When progress slows, inspect the board before the pile. Scan each row left to right and name every empty position. If there is one empty slot, search only for that legend. If there are two similar gaps, compare the surrounding keys and cap widths. Wide modifiers are easier to distinguish by size; small punctuation may require checking its printed symbol carefully.

Search locations in this order:

  1. Under or behind large caps in the original pile.
  2. The uncertain staging zone.
  3. The consistent Q-throw zone.
  4. Edges of the keyboard and nearby floor.
  5. Another player’s active cluster, after asking.
  6. A fresh quieter server if the object appears missing or stuck.

Do not use a badge percentage as a keycap rarity claim. The official Badges API lists Sorted All Keycaps, but its award counts and rarity calculation reflect player completion behavior, server state and time—not the rarity of an individual cap.

Verify completion and report beta problems

Completion has a first-party signal: the Sorted All Keycaps badge says “You have sorted every keycap!” After filling the visible board, allow a moment for the server to process placements. Check for a subtle empty position and confirm that no cap is hovering beside rather than seated in its slot.

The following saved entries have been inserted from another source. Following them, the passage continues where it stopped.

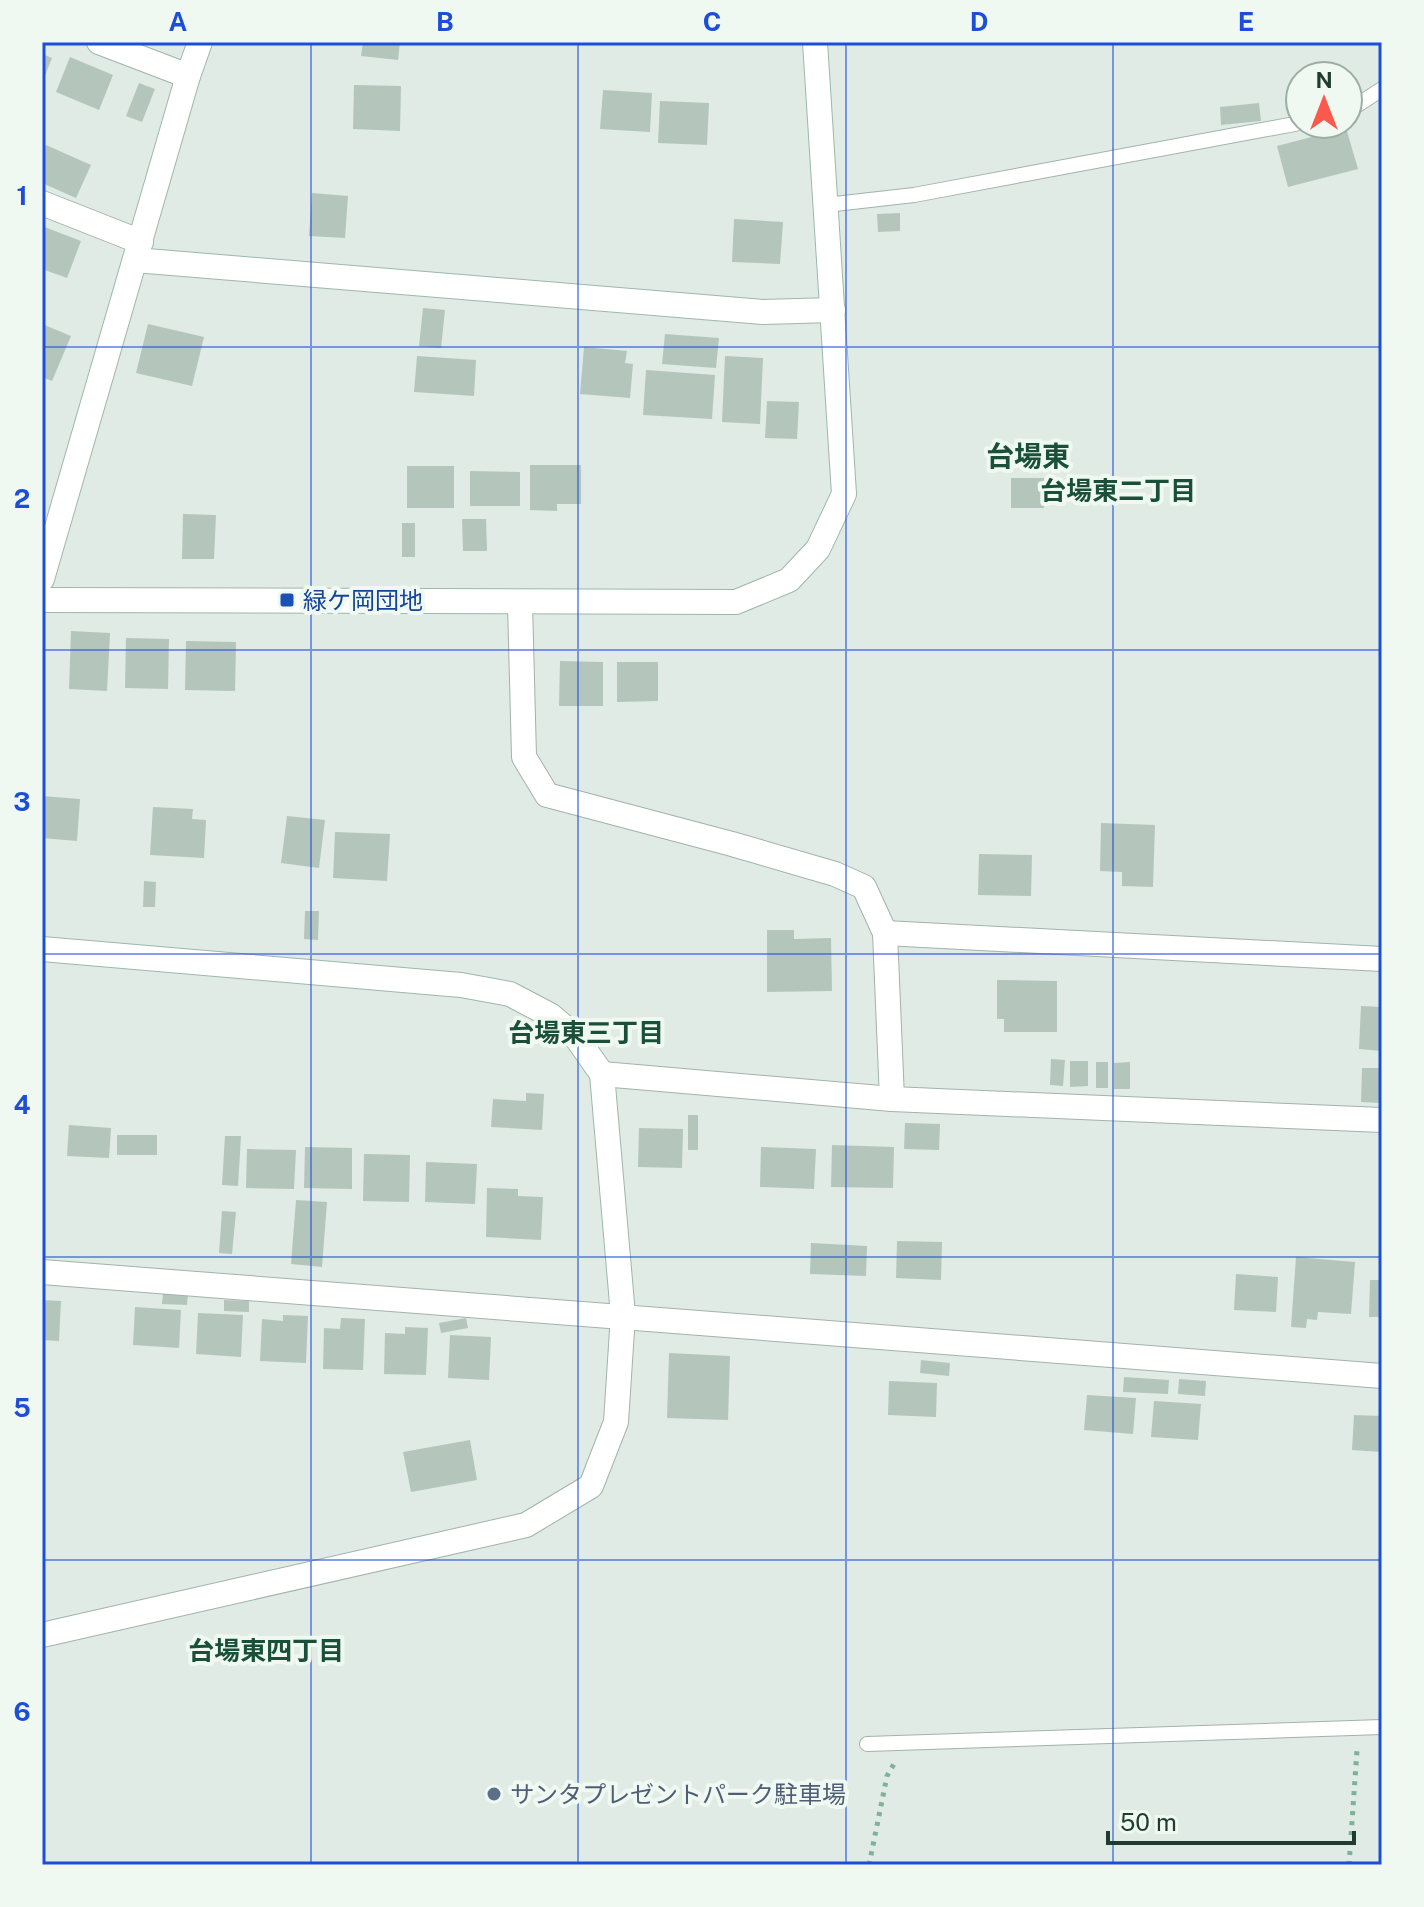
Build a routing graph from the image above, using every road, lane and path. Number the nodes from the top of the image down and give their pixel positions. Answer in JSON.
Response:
{"nodes":[{"id":1,"x":99,"y":42,"type":"edge"},
{"id":2,"x":200,"y":42,"type":"edge"},
{"id":3,"x":801,"y":42,"type":"edge"},
{"id":4,"x":815,"y":42,"type":"edge"},
{"id":5,"x":188,"y":76,"type":"junction"},
{"id":6,"x":1382,"y":89,"type":"edge"},
{"id":7,"x":1364,"y":101,"type":"edge"},
{"id":8,"x":1284,"y":126,"type":"edge"},
{"id":9,"x":42,"y":203,"type":"edge"},
{"id":10,"x":826,"y":205,"type":"junction"},
{"id":11,"x":138,"y":251,"type":"junction"},
{"id":12,"x":833,"y":310,"type":"junction"},
{"id":13,"x":42,"y":579,"type":"edge"},
{"id":14,"x":42,"y":600,"type":"edge"},
{"id":15,"x":520,"y":603,"type":"junction"},
{"id":16,"x":885,"y":933,"type":"junction"},
{"id":17,"x":42,"y":949,"type":"edge"},
{"id":18,"x":1382,"y":959,"type":"edge"},
{"id":19,"x":602,"y":1074,"type":"junction"},
{"id":20,"x":892,"y":1099,"type":"junction"},
{"id":21,"x":1382,"y":1120,"type":"edge"},
{"id":22,"x":42,"y":1272,"type":"edge"},
{"id":23,"x":623,"y":1315,"type":"junction"},
{"id":24,"x":1382,"y":1376,"type":"edge"},
{"id":25,"x":42,"y":1635,"type":"edge"},
{"id":26,"x":1382,"y":1727,"type":"edge"},
{"id":27,"x":1359,"y":1728,"type":"junction"},
{"id":28,"x":907,"y":1743,"type":"junction"},
{"id":29,"x":867,"y":1744,"type":"dead end"},
{"id":30,"x":869,"y":1865,"type":"edge"},
{"id":31,"x":1349,"y":1865,"type":"edge"}],
"edges":[{"from":1,"to":5,"type":"street"},
{"from":2,"to":5,"type":"street"},
{"from":3,"to":4,"type":"street"},
{"from":4,"to":10,"type":"street"},
{"from":5,"to":11,"type":"street"},
{"from":6,"to":7,"type":"lane"},
{"from":8,"to":10,"type":"lane"},
{"from":9,"to":11,"type":"street"},
{"from":10,"to":12,"type":"street"},
{"from":11,"to":12,"type":"street"},
{"from":11,"to":13,"type":"street"},
{"from":12,"to":15,"type":"street"},
{"from":14,"to":15,"type":"street"},
{"from":15,"to":16,"type":"street"},
{"from":16,"to":18,"type":"street"},
{"from":16,"to":20,"type":"street"},
{"from":17,"to":19,"type":"street"},
{"from":19,"to":20,"type":"street"},
{"from":19,"to":23,"type":"street"},
{"from":20,"to":21,"type":"street"},
{"from":22,"to":23,"type":"street"},
{"from":23,"to":24,"type":"street"},
{"from":23,"to":25,"type":"street"},
{"from":26,"to":27,"type":"lane"},
{"from":27,"to":28,"type":"lane"},
{"from":27,"to":31,"type":"path"},
{"from":28,"to":29,"type":"lane"},
{"from":28,"to":30,"type":"path"}]}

If the badge fails, use Ctrl to unlock the mouse, step away, inspect the board again and try interacting with the last placements. If necessary, rejoin. For a useful bug report, capture the server time, visible completed layout, missing badge state, device type and the last key placed. The game explicitly asks for feedback, so reproducible details are more valuable than “it did not work.”

When an update changes the board, rebuild the checklist from visible positions instead of copying an old keyboard diagram. Count rows and side clusters, note any newly shaped modifier, and verify that every listed position exists. This avoids forcing a full-size desktop assumption onto a compact or event-specific layout.

A small video showing how to join the Place the Keycaps Discord identifies the official community path visible from the Roblox page. Use community channels for current bug reporting or developer announcements, but do not treat every user message as a confirmed layout change.

Checklist questions answered

Is this a list of every cap in the beta?

No first-party fixed item database was available in the reviewed sources. The checklist follows the live keyboard’s visible rows and clusters, which is safer during beta updates.

What should I place first?

Large anchors such as Spacebar, Enter, Backspace, Shift, Tab and Caps Lock, followed by letter rows and then small punctuation.

Does the completion badge prove individual rarity?

No. It proves a player completed the collection. Badge rarity is an aggregate completion metric that changes over time.

Where should uncertain keys go?

Keep them in a dedicated staging zone close to the board, separate from pieces thrown out of the way with Q.

Reset that staging zone after each completed cluster so old uncertainty does not accumulate. If two caps still seem interchangeable, compare their width, printed legend and the empty positions around them rather than forcing either placement. Precise comparison is faster than repeatedly removing already confirmed rows from the board.